You can demand free acess, but someone has to pay the bill. Shifting it from subscription fees to publication fees doesn’t magically solve all problems. Unless there’s an unlimited cash well from which all publication fees can be paid, there can’t be a reasonable demand for total free access.
Yes, research funding could include publication fees, but it’s not that simple. Project proposals have to contain a fixed final budget, there’s no way to plan for an unknown number of publication fees. Sometimes there’s 1 article in 3 years, sometimes there’s 10, you can’t know beforehand, so you can’t calculate for them, even if funding for publication fees might be available – which they not always are.
Anyway, I’m kind of tired to endlessly talk about this issue. My – and not only my – stance on this matter is, if someone pays the bill, we’ll publish open access. Otherwise we’ll follow whatever the journals’ (c) agreements require.
I understand your exhaustion with this issue. Worrying about open access and publishing bureaucracy is the last thing most researchers want to spend their time thinking about.
However, I must admit my experience has been different from yours. For example, with H2020 funding you’re entitled — even expected — to factor article processing charges into your budget. It’s the same as with conferences. You don’t really know how many you’re going to attend in advance, or how much travel will cost, but it’s not hard to make a decent ballpark guess when putting together the budget.
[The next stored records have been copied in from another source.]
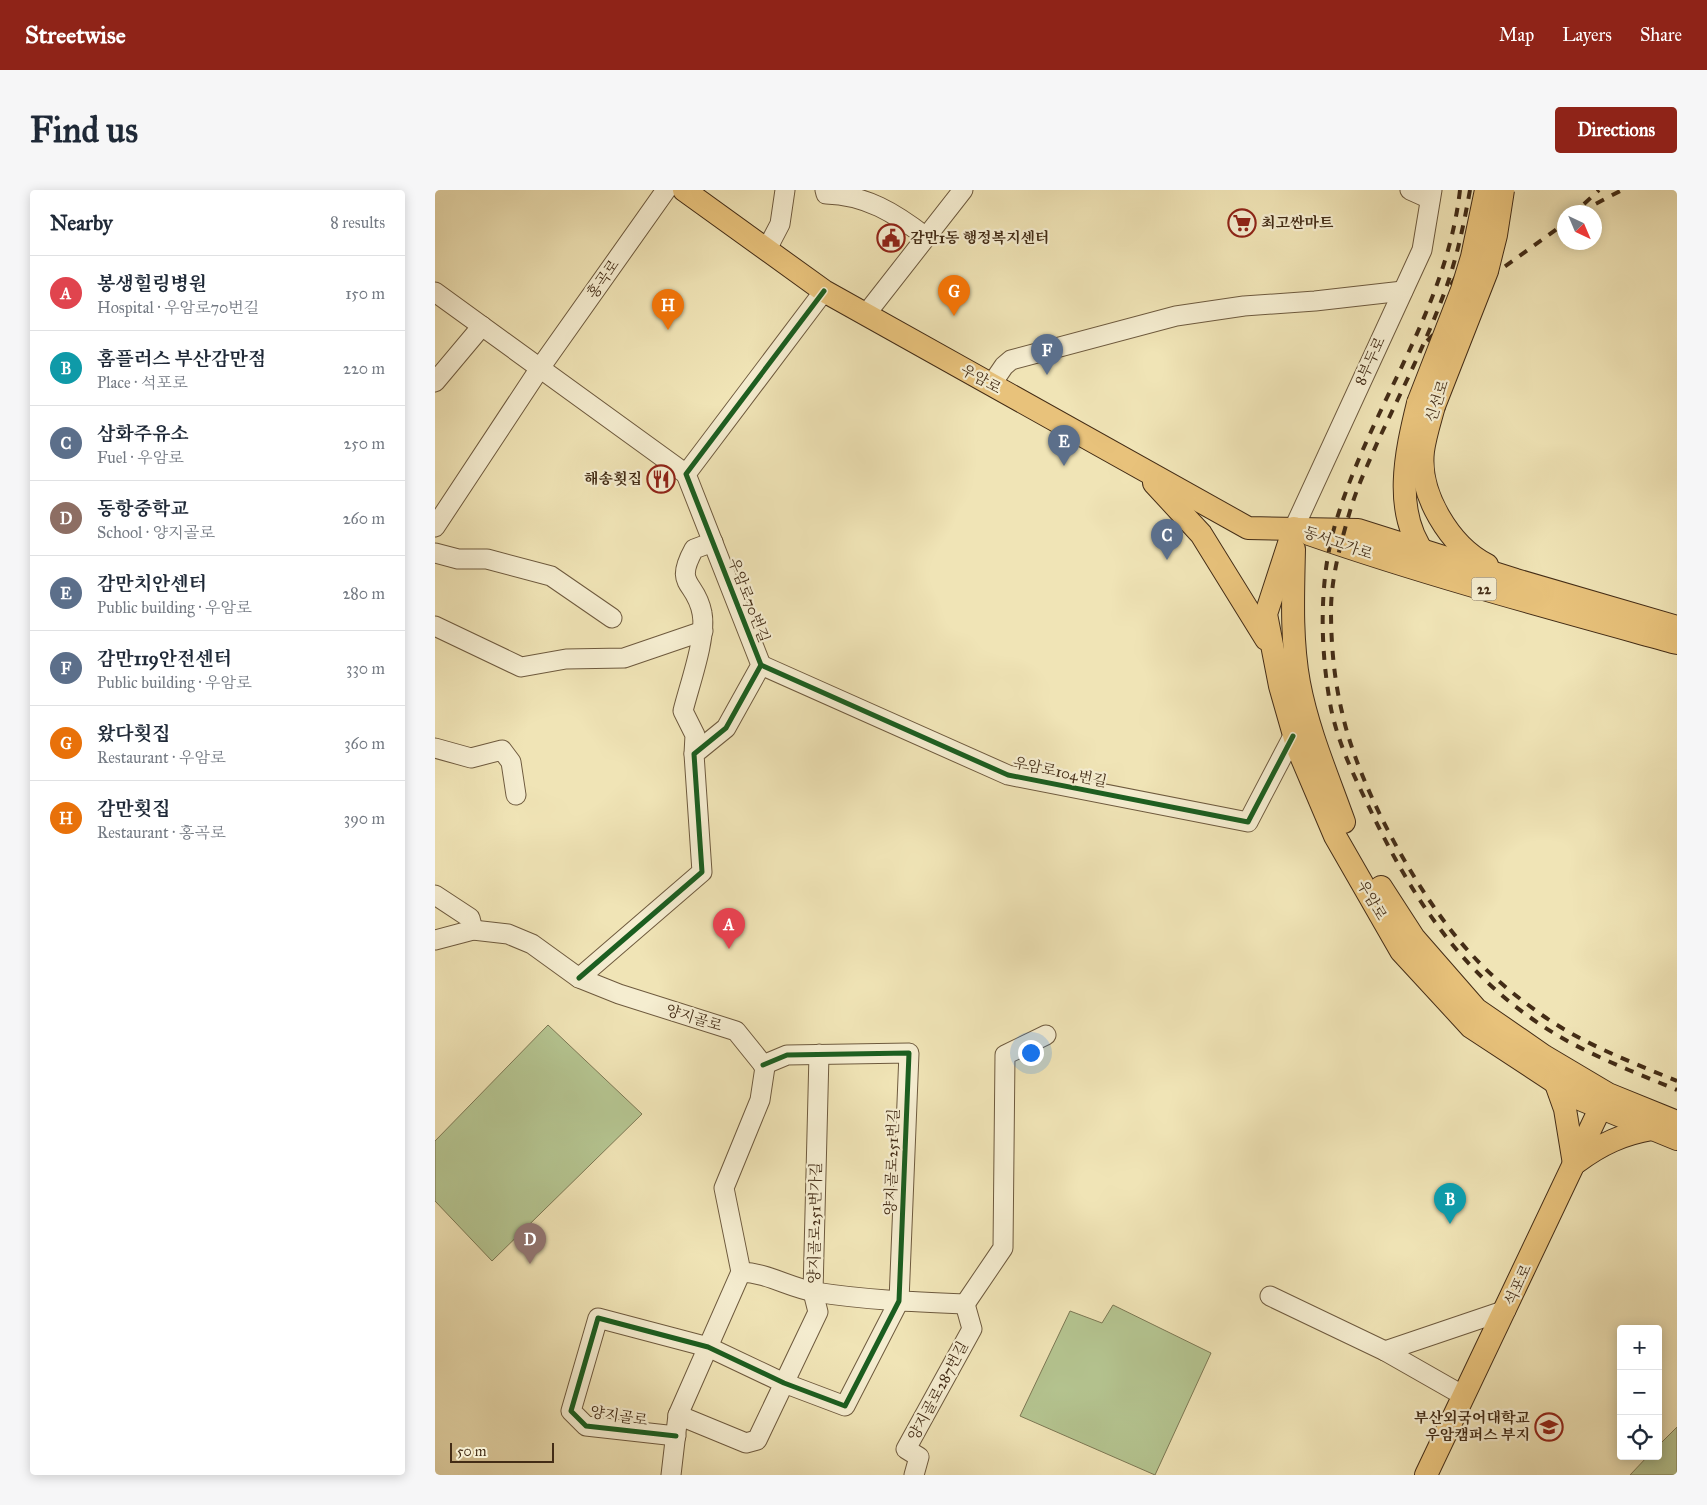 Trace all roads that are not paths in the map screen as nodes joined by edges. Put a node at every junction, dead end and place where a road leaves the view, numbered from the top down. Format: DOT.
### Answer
graph roads {
  1 [pos="665,190"];
  2 [pos="684,190"];
  3 [pos="785,190"];
  4 [pos="825,190"];
  5 [pos="963,190"];
  6 [pos="1410,190"];
  7 [pos="1486,190"];
  8 [pos="1503,190"];
  9 [pos="1431,195"];
  10 [pos="926,237"];
  11 [pos="767,249"];
  12 [pos="824,291"];
  13 [pos="1403,291"];
  14 [pos="435,292"];
  15 [pos="866,314"];
  16 [pos="482,326"];
  17 [pos="540,368"];
  18 [pos="435,382"];
  19 [pos="991,385"];
  20 [pos="1426,404"];
  21 [pos="1141,470"];
  22 [pos="686,474"];
  23 [pos="435,527"];
  24 [pos="1294,528"];
  25 [pos="713,542"];
  26 [pos="1420,548"];
  27 [pos="435,553"];
  28 [pos="1444,577"];
  29 [pos="1516,580"];
  30 [pos="612,618"];
  31 [pos="435,626"];
  32 [pos="1677,626"];
  33 [pos="703,631"];
  34 [pos="1677,643"];
  35 [pos="1271,647"];
  36 [pos="761,665"];
  37 [pos="1293,736"];
  38 [pos="435,748"];
  39 [pos="695,754"];
  40 [pos="516,795"];
  41 [pos="435,895"];
  42 [pos="473,930"];
  43 [pos="435,940"];
  44 [pos="579,978"];
  45 [pos="1046,1035"];
  46 [pos="819,1054"];
  47 [pos="763,1065"];
  48 [pos="1555,1080"];
  49 [pos="1604,1101"];
  50 [pos="1677,1122"];
  51 [pos="1652,1129"];
  52 [pos="1677,1139"];
  53 [pos="1574,1164"];
  54 [pos="741,1272"];
  55 [pos="813,1292"];
  56 [pos="1270,1296"];
  57 [pos="899,1301"];
  58 [pos="965,1304"];
  59 [pos="1506,1310"];
  60 [pos="708,1347"];
  61 [pos="1385,1351"];
  62 [pos="785,1383"];
  63 [pos="1464,1396"];
  64 [pos="678,1415"];
  65 [pos="676,1436"];
  66 [pos="671,1475"];
  67 [pos="914,1475"];
  68 [pos="1426,1475"];
  1 -- 17 [label="street, 홍곡로"];
  2 -- 11 [label="main road, 우암로"];
  3 -- 11 [label="street"];
  4 -- 10 [label="street"];
  5 -- 10 [label="street"];
  6 -- 9 [label="street"];
  7 -- 20 [label="main road, 신선로, bridge"];
  8 -- 20 [label="main road, 신선로, bridge"];
  9 -- 13 [label="street, 8부두로"];
  10 -- 15 [label="street"];
  11 -- 12 [label="main road, 우암로"];
  12 -- 15 [label="main road, 우암로"];
  12 -- 22 [label="street"];
  13 -- 19 [label="street"];
  13 -- 24 [label="street, 8부두로"];
  14 -- 16 [label="street"];
  15 -- 19 [label="main road, 우암로"];
  16 -- 17 [label="street"];
  16 -- 18 [label="street"];
  17 -- 22 [label="street"];
  17 -- 23 [label="street, 홍곡로"];
  19 -- 21 [label="main road, 우암로"];
  20 -- 26 [label="main road, 신선로"];
  20 -- 29 [label="main road, 신선로"];
  21 -- 24 [label="main road, 우암로"];
  21 -- 35 [label="main road"];
  22 -- 25 [label="street, 우암로70번길"];
  24 -- 26 [label="main road, 동서고가로 / 22"];
  24 -- 28 [label="main road, 동서고가로 / 22"];
  24 -- 35 [label="main road, 우암로"];
  24 -- 49 [label="main road, 우암로"];
  25 -- 33 [label="street"];
  25 -- 36 [label="street, 우암로70번길"];
  26 -- 28 [label="main road, 신선로"];
  26 -- 29 [label="main road, 동서고가로 / 22"];
  27 -- 30 [label="street"];
  28 -- 34 [label="main road, 동서고가로 / 22"];
  29 -- 32 [label="main road, 동서고가로 / 22"];
  31 -- 33 [label="street"];
  33 -- 39 [label="street"];
  35 -- 37 [label="main road, 우암로"];
  36 -- 37 [label="street, 우암로104번길"];
  36 -- 39 [label="street, 우암로70번길"];
  37 -- 48 [label="main road, 우암로"];
  38 -- 40 [label="street"];
  39 -- 44 [label="street"];
  41 -- 42 [label="street"];
  42 -- 43 [label="street, 양지골로"];
  42 -- 44 [label="street, 양지골로"];
  44 -- 47 [label="street, 양지골로"];
  45 -- 58 [label="street"];
  46 -- 47 [label="street, 양지골로251번길"];
  46 -- 55 [label="street, 양지골로251번가길"];
  46 -- 57 [label="street, 양지골로251번길"];
  47 -- 54 [label="street"];
  48 -- 49 [label="main road, 우암로"];
  48 -- 53 [label="main road"];
  49 -- 50 [label="main road, 우암로"];
  49 -- 51 [label="main road, 우암로"];
  49 -- 53 [label="main road, 석포로"];
  51 -- 52 [label="main road, 우암로"];
  51 -- 53 [label="main road"];
  53 -- 59 [label="main road, 석포로"];
  54 -- 55 [label="street"];
  54 -- 60 [label="street"];
  55 -- 57 [label="street"];
  55 -- 62 [label="street, 양지골로251번가길"];
  56 -- 61 [label="street"];
  57 -- 58 [label="street"];
  57 -- 62 [label="street, 양지골로251번길"];
  58 -- 67 [label="street, 양지골로287번길"];
  59 -- 61 [label="street"];
  59 -- 63 [label="main road, 석포로"];
  60 -- 62 [label="street"];
  60 -- 64 [label="street"];
  60 -- 65 [label="street, 양지골로"];
  61 -- 63 [label="street"];
  62 -- 64 [label="street, 양지골로251번가길"];
  63 -- 68 [label="main road, 석포로"];
  64 -- 65 [label="street"];
  65 -- 66 [label="street"];
} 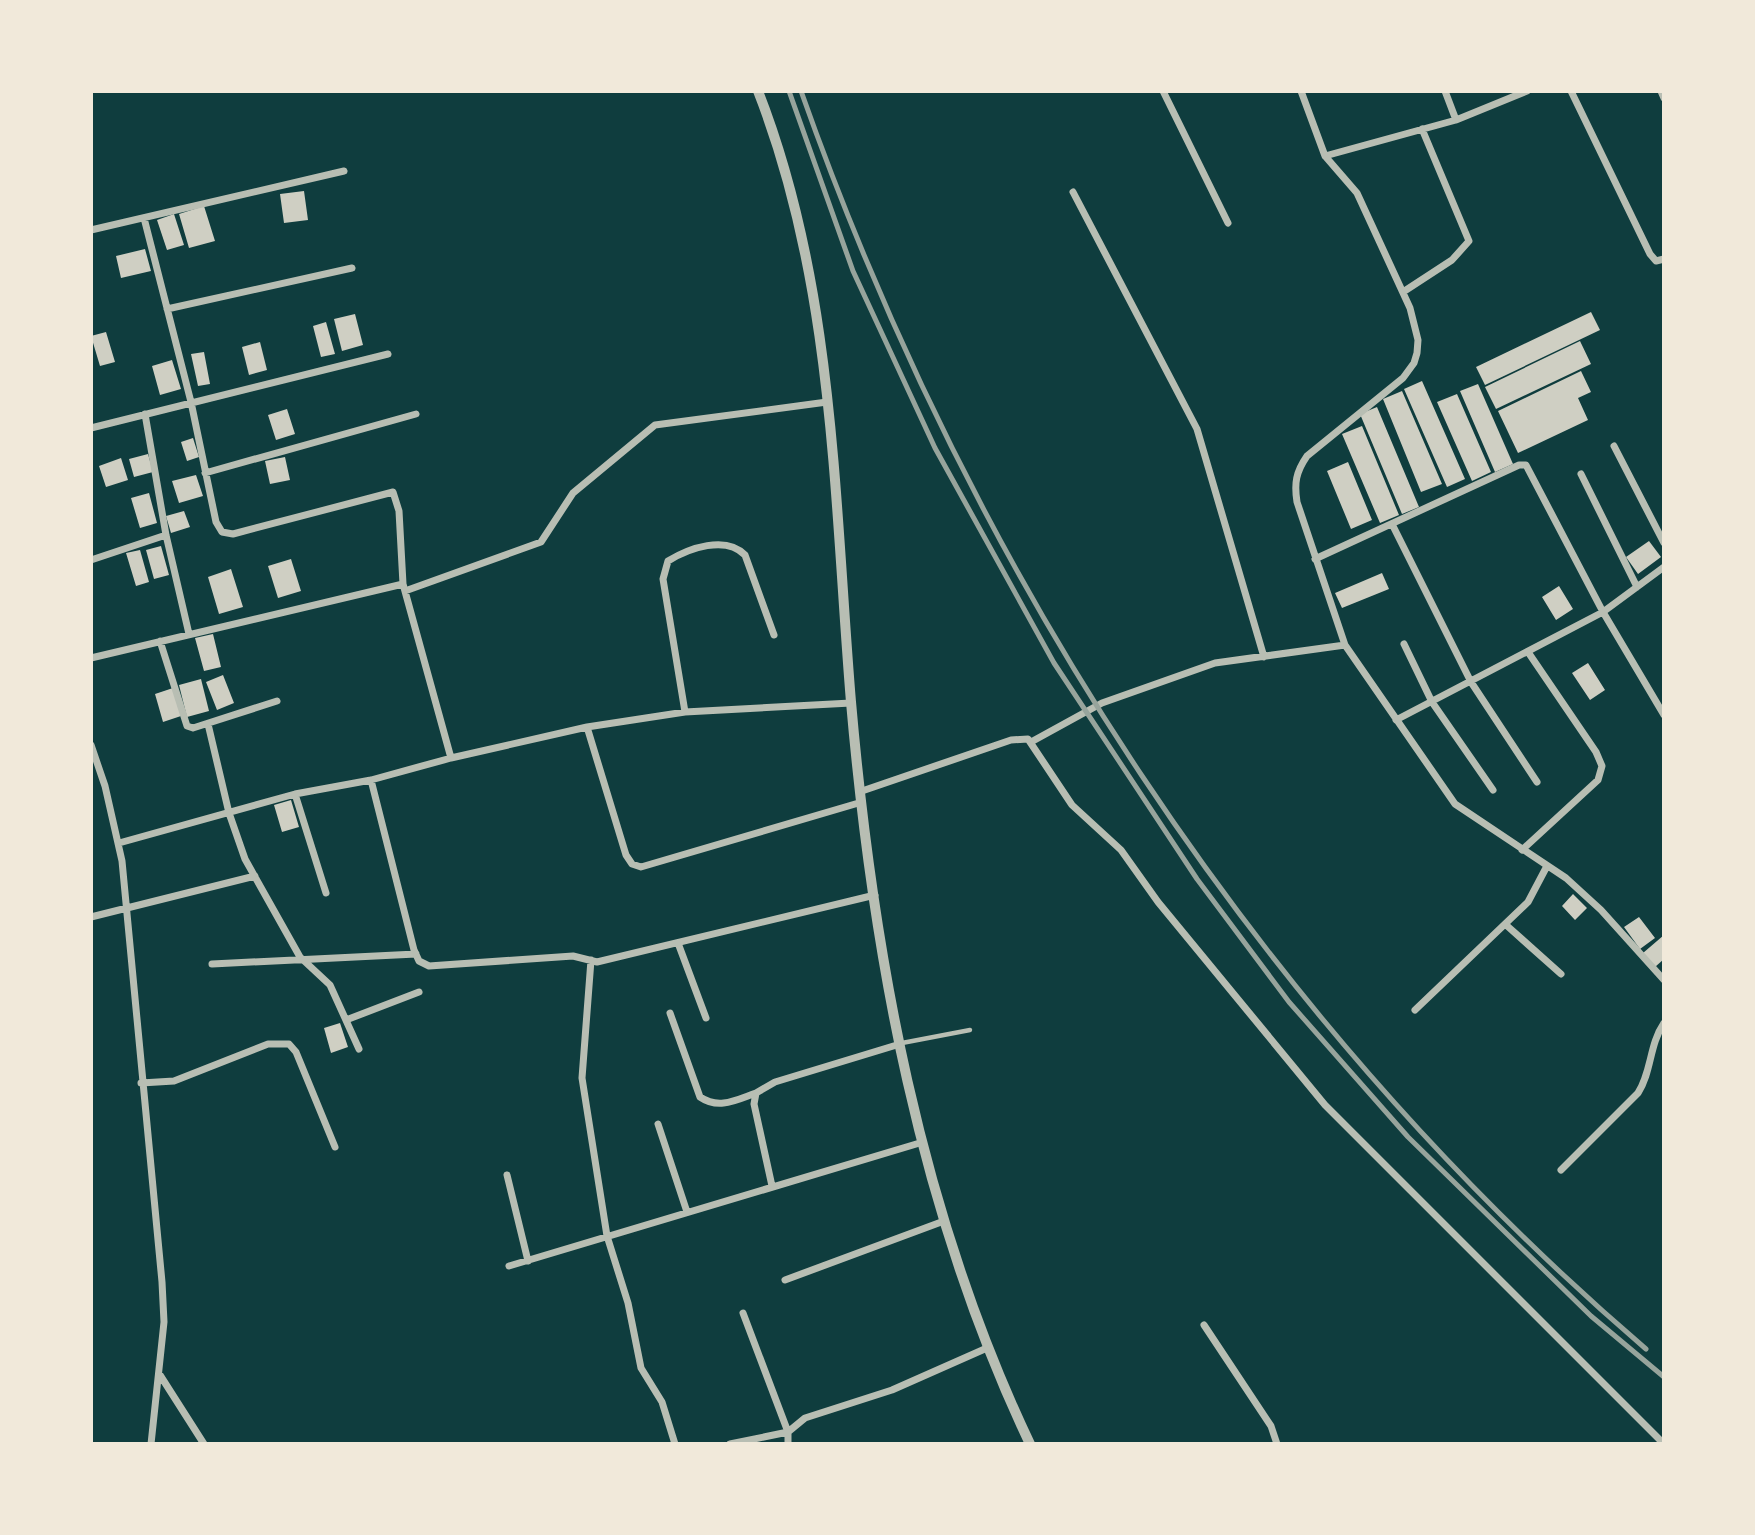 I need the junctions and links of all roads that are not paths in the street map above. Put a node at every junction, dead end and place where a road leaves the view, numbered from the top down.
1 (758, 91) edge
2 (1163, 91) edge
3 (1301, 91) edge
4 (1445, 91) edge
5 (1527, 91) edge
6 (1572, 91) edge
7 (1661, 91) edge
8 (1664, 98) edge
9 (1456, 120) junction
10 (1422, 129) junction
11 (1325, 156) junction
12 (344, 171) dead end
13 (1073, 192) dead end
14 (144, 218) junction
15 (1228, 223) dead end
16 (91, 230) edge
17 (1664, 259) edge
18 (352, 268) dead end
19 (1403, 292) junction
20 (167, 309) junction
21 (388, 354) dead end
22 (191, 402) junction
23 (827, 402) junction
24 (145, 414) junction
25 (416, 414) dead end
26 (91, 428) edge
27 (1614, 446) dead end
28 (205, 473) junction
29 (1581, 474) dead end
30 (1392, 524) junction
31 (166, 535) junction
32 (1664, 543) edge
33 (1315, 559) junction
34 (91, 560) edge
35 (1664, 567) edge
36 (1637, 587) junction
37 (404, 588) junction
38 (1603, 612) junction
39 (189, 634) junction
40 (774, 635) dead end
41 (160, 641) junction
42 (1404, 644) dead end
43 (1345, 645) junction
44 (1528, 652) junction
45 (1264, 657) junction
46 (91, 658) edge
47 (1471, 682) junction
48 (276, 701) dead end
49 (1432, 702) junction
50 (851, 703) junction
51 (685, 712) junction
52 (1664, 715) edge
53 (1396, 720) junction
54 (208, 724) junction
55 (587, 727) junction
56 (1031, 742) junction
57 (91, 745) edge
58 (451, 758) junction
59 (370, 780) junction
60 (1537, 782) dead end
61 (1493, 790) dead end
62 (295, 794) junction
63 (862, 796) junction
64 (229, 813) junction
65 (119, 843) junction
66 (1522, 850) junction
67 (1547, 866) junction
68 (255, 876) junction
69 (326, 893) dead end
70 (875, 894) junction
71 (127, 908) junction
72 (91, 917) edge
73 (1505, 924) junction
74 (678, 943) junction
75 (416, 954) junction
76 (300, 957) junction
77 (591, 960) junction
78 (212, 964) dead end
79 (1561, 974) dead end
80 (1664, 980) edge
81 (419, 992) dead end
82 (1415, 1010) dead end
83 (670, 1013) dead end
84 (706, 1018) dead end
85 (346, 1020) junction
86 (1664, 1023) edge
87 (970, 1030) dead end
88 (900, 1044) junction
89 (359, 1049) dead end
90 (141, 1083) junction
91 (756, 1093) junction
92 (658, 1124) dead end
93 (923, 1142) junction
94 (335, 1147) dead end
95 (1561, 1170) dead end
96 (507, 1175) dead end
97 (772, 1186) junction
98 (687, 1212) junction
99 (944, 1221) junction
100 (607, 1236) junction
101 (527, 1261) junction
102 (509, 1266) dead end
103 (785, 1280) dead end
104 (743, 1313) dead end
105 (1204, 1325) dead end
106 (986, 1348) junction
107 (159, 1374) junction
108 (788, 1432) junction
109 (151, 1444) edge
110 (204, 1444) edge
111 (676, 1444) edge
112 (730, 1444) edge
113 (788, 1444) edge
114 (1030, 1444) edge
115 (1277, 1444) edge
116 (1664, 1444) edge

1 - 23 street
2 - 15 street
3 - 11 street
4 - 9 street
5 - 9 street
6 - 17 street
7 - 8 street
9 - 10 street
10 - 11 street
10 - 19 street
11 - 19 street
12 - 14 street
13 - 45 street
14 - 16 street
14 - 20 street
18 - 20 street
19 - 33 street
20 - 22 street
21 - 22 street
22 - 24 street
22 - 28 street
23 - 37 street
23 - 50 street
24 - 26 street
24 - 31 street
25 - 28 street
27 - 32 street
28 - 37 street
29 - 36 street
30 - 33 street
30 - 38 street
30 - 47 street
31 - 34 street
31 - 39 street
33 - 43 street
35 - 36 street
36 - 38 street
37 - 39 street
37 - 58 street
38 - 44 street
38 - 52 street
39 - 41 street
40 - 51 street
41 - 46 street
41 - 54 street
42 - 49 street
43 - 45 street
43 - 53 street
44 - 47 street
44 - 66 street
45 - 56 street
47 - 49 street
47 - 60 street
48 - 54 street
49 - 53 street
49 - 61 street
50 - 51 street
50 - 63 street
51 - 55 street
53 - 66 street
54 - 64 street
55 - 58 street
55 - 63 street
56 - 63 street
56 - 116 street
57 - 65 street
58 - 59 street
59 - 62 street
59 - 75 street
62 - 64 street
62 - 69 street
63 - 70 street
64 - 65 street
64 - 68 street
65 - 71 street
66 - 67 street
67 - 73 street
67 - 80 street
68 - 71 street
68 - 76 street
70 - 74 street
70 - 88 street
71 - 72 street
71 - 90 street
73 - 79 street
73 - 82 street
74 - 77 street
74 - 84 street
75 - 76 street
75 - 77 street
76 - 78 street
76 - 85 street
77 - 100 street
81 - 85 street
83 - 91 street
85 - 89 street
86 - 95 street
87 - 88 lane
88 - 91 street
88 - 93 street
90 - 94 street
90 - 107 street
91 - 97 street
92 - 98 street
93 - 97 street
93 - 99 street
96 - 101 street
97 - 98 street
98 - 100 street
99 - 103 street
99 - 106 street
100 - 101 street
100 - 111 street
101 - 102 street
104 - 108 street
105 - 115 street
106 - 108 street
106 - 114 street
107 - 109 street
107 - 110 street
108 - 112 street
108 - 113 street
As someone who has an academic degree himselfe, and had to use scientific papers I have a fundamental problem with the system:
Papers are written by academics and reviewed by academics.
Publication of papers is free in the digital age.
So in essence the job of the publisher boils down to hooking up the reviewer with the writer.
Why is there even a market for these publishers here?
Are universities realy incapable to keep a tally on how many papers the had reviewed and how many they did review?